You are viewing a plain text version of this content. The canonical link for it is here.
Posted to codereview@trafodion.apache.org by mashengchen <gi...@git.apache.org> on 2018/01/04 11:07:38 UTC

[GitHub] trafodion pull request #1369: TRAFODION-2877 can't restart DCSServer when sw...

GitHub user mashengchen opened a pull request:

    https://github.com/apache/trafodion/pull/1369

    TRAFODION-2877 can't restart DCSServer when switch to backup-master

    DcsServer does not be restarted by DcsMaster on HDP.
    Steps To Reproduce
    1. check Hadoop and instance status
    2. kill active DcsMaster
    3. repeat Step 1
    4. kill DcsServer on the active DcsMaster node
    5. repeat Step 1
    6. DcsServer never been restarted

You can merge this pull request into a Git repository by running:

    $ git pull https://github.com/mashengchen/incubator-trafodion dcsServerNotRestart

Alternatively you can review and apply these changes as the patch at:

    https://github.com/apache/trafodion/pull/1369.patch

To close this pull request, make a commit to your master/trunk branch
with (at least) the following in the commit message:

    This closes #1369
    
----
commit 2595998299e1a6bb281544e00faab1f7c7ceddda
Author: aven <sh...@...>
Date:   2018-01-04T10:15:54Z

    TRAFODION-2877 restart DCSServer when switch to backup-master

----


---

[GitHub] trafodion pull request #1369: TRAFODION-2877 can't restart DCSServer when sw...

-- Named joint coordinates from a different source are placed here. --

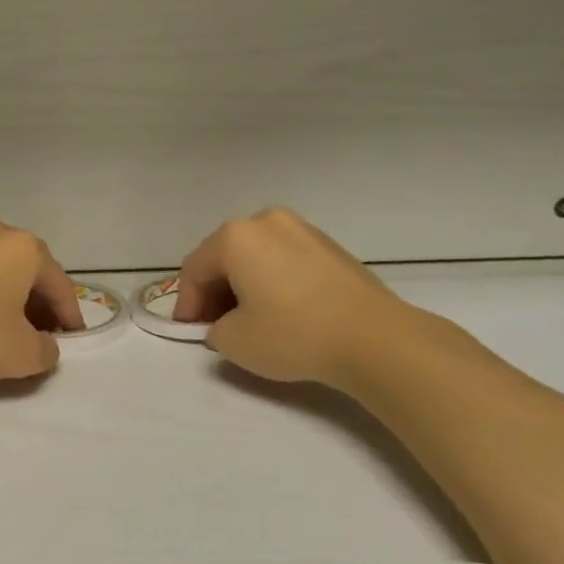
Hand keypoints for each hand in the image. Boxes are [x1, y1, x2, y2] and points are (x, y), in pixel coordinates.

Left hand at [0, 216, 83, 382]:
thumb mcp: (21, 354)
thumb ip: (46, 351)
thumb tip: (44, 344)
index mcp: (26, 248)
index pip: (61, 286)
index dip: (70, 317)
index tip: (71, 341)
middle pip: (32, 272)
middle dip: (40, 304)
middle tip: (42, 336)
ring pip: (2, 269)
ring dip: (12, 297)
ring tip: (9, 330)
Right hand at [172, 208, 412, 388]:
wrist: (377, 340)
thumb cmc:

Posted by mashengchen <gi...@git.apache.org>.
Github user mashengchen commented on a diff in the pull request:

    https://github.com/apache/trafodion/pull/1369#discussion_r159811900
  
    --- Diff: dcs/src/main/java/org/trafodion/dcs/master/ServerManager.java ---
    @@ -240,15 +240,14 @@ public ScriptContext call() throws Exception {
                             }
                         }
                     } else {
    -                    if (LOG.isDebugEnabled())
    -                        LOG.debug("No restart for "
    -                                + znodePath
    -                                + "\nbecause DcsServer start time ["
    -                                + DateFormat.getDateTimeInstance().format(
    -                                        new Date(serverStartTimestamp))
    -                                + "] was before DcsMaster start time ["
    -                                + DateFormat.getDateTimeInstance().format(
    -                                        new Date(startupTimestamp)) + "]");
    +                    LOG.info("No restart for "
    --- End diff --
    
    You are right, I should change the log, thanks.


---

[GitHub] trafodion pull request #1369: TRAFODION-2877 can't restart DCSServer after s...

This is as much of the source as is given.